(SOURCE MATERIAL Opens)
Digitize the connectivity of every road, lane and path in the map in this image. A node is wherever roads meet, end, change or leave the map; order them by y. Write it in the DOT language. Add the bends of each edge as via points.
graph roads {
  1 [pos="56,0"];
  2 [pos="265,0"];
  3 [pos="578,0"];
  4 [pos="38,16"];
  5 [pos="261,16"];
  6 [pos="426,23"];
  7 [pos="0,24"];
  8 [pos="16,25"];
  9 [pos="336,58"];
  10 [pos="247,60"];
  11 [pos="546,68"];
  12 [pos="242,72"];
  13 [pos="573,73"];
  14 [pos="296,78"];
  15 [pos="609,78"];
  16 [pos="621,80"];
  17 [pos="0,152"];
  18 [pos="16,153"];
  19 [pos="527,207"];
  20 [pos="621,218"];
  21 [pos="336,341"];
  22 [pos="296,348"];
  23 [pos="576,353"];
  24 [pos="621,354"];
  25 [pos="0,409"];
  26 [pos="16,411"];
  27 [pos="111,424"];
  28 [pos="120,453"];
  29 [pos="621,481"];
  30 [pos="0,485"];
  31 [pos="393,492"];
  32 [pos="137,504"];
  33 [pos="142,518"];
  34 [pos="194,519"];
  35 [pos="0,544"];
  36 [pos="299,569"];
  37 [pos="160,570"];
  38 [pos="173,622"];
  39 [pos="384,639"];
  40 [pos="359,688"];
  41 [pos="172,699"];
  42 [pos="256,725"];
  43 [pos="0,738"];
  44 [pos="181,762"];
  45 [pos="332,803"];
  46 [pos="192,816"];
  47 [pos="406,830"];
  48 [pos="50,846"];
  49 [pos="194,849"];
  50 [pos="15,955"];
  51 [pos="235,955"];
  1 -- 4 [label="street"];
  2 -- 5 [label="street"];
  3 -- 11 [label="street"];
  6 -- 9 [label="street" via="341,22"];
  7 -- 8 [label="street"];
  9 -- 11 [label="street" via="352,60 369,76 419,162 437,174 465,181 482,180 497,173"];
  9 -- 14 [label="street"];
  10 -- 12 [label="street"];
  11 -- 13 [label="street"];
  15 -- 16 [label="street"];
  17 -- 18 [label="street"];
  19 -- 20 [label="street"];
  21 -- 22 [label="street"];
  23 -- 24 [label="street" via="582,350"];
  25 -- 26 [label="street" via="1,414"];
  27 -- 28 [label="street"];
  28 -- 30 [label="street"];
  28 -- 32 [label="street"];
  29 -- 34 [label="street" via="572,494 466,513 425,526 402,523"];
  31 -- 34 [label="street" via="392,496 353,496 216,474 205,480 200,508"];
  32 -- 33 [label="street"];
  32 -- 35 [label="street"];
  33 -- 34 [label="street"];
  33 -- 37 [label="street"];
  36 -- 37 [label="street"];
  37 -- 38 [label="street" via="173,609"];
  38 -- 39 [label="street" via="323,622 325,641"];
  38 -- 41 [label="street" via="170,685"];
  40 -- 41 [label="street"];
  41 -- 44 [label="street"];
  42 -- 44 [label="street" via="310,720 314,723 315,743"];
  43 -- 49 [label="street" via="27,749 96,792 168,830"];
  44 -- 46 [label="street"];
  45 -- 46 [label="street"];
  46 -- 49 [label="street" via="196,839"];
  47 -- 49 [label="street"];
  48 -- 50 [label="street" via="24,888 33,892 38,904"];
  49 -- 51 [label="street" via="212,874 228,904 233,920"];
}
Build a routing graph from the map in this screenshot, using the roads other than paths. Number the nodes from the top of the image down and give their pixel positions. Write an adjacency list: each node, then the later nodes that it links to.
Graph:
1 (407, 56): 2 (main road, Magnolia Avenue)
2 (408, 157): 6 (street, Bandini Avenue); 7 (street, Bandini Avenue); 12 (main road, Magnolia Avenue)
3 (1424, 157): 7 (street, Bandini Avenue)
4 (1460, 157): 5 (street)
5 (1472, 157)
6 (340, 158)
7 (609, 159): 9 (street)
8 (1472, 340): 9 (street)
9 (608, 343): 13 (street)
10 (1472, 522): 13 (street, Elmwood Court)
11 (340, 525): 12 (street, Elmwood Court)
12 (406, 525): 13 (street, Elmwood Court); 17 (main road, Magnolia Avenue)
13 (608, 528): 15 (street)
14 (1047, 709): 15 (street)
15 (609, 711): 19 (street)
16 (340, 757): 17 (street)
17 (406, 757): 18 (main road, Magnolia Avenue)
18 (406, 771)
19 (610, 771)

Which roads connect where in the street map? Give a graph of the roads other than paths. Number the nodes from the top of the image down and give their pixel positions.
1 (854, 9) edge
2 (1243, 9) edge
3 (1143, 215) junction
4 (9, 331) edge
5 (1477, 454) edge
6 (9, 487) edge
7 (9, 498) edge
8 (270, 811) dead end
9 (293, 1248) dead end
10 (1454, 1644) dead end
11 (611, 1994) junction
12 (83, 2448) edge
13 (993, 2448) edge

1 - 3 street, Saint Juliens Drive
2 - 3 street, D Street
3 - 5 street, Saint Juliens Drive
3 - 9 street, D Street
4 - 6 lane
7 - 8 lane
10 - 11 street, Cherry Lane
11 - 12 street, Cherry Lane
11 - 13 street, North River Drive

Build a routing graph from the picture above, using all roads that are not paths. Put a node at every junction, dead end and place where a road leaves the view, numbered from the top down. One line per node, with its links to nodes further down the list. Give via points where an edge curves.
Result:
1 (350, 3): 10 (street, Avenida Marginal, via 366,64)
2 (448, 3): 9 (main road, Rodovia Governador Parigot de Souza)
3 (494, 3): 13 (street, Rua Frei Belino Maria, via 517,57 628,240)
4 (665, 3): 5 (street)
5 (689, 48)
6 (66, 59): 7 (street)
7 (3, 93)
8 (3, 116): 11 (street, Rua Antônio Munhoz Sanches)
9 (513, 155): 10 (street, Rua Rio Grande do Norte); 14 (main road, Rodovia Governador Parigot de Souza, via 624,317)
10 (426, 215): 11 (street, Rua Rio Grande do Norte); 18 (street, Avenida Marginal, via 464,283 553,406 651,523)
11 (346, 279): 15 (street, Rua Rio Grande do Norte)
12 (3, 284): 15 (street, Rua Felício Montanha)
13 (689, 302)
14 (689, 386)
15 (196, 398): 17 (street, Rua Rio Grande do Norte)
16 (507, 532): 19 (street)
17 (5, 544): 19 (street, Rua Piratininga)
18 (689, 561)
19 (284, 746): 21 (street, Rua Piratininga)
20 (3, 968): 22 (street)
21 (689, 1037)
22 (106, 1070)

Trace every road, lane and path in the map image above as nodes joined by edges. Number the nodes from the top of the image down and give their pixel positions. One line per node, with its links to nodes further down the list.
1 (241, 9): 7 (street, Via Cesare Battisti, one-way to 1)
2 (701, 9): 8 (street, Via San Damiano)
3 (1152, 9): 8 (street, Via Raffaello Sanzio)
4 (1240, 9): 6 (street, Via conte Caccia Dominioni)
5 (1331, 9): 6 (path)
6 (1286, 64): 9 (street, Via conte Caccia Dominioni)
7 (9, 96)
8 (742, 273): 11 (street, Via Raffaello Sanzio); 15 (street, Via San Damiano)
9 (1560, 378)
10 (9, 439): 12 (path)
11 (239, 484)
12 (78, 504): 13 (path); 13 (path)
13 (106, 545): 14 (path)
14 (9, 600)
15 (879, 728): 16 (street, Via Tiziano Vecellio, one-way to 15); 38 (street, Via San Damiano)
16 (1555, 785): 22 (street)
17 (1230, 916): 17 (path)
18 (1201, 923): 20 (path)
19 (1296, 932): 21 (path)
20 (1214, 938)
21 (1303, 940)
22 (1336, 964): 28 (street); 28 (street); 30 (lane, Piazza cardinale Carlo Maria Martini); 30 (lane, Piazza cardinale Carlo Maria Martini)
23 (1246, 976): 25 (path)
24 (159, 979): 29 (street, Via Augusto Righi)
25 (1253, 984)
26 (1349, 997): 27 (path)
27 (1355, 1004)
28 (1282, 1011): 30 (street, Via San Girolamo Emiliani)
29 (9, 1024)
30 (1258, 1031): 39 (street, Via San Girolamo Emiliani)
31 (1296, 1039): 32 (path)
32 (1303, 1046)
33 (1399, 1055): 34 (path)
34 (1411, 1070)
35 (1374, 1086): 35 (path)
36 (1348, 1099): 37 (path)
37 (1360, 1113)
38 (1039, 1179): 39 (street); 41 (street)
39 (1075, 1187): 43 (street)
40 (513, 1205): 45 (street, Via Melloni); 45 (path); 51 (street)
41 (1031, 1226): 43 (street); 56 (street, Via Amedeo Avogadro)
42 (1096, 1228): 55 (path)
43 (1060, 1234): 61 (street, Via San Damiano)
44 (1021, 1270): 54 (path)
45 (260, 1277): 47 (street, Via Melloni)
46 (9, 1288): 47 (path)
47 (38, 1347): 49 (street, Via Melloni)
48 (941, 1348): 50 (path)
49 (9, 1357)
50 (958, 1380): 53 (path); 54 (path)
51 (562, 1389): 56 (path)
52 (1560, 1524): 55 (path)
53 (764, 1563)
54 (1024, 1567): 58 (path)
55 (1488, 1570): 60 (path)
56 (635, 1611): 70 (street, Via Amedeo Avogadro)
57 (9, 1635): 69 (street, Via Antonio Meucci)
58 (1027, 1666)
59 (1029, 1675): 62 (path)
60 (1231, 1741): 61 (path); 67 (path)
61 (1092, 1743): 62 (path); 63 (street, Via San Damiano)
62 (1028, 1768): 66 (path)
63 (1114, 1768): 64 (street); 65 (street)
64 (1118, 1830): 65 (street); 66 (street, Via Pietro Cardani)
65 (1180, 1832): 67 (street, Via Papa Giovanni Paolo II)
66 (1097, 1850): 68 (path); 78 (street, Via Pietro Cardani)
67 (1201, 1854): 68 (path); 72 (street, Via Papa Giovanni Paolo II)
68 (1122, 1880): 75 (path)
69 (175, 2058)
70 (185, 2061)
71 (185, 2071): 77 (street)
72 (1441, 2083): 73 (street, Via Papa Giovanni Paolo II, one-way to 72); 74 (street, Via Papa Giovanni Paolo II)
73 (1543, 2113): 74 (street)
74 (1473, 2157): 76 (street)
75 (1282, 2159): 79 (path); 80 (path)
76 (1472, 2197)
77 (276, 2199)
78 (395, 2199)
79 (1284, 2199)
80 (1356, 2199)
(SOURCE MATERIAL Closes)
HOW TO COMPLETE THIS TASK: The required answer is each line of the data in which the word "Piratininga" appears.

RESULT:
17 (5, 544): 19 (street, Rua Piratininga)
19 (284, 746): 21 (street, Rua Piratininga)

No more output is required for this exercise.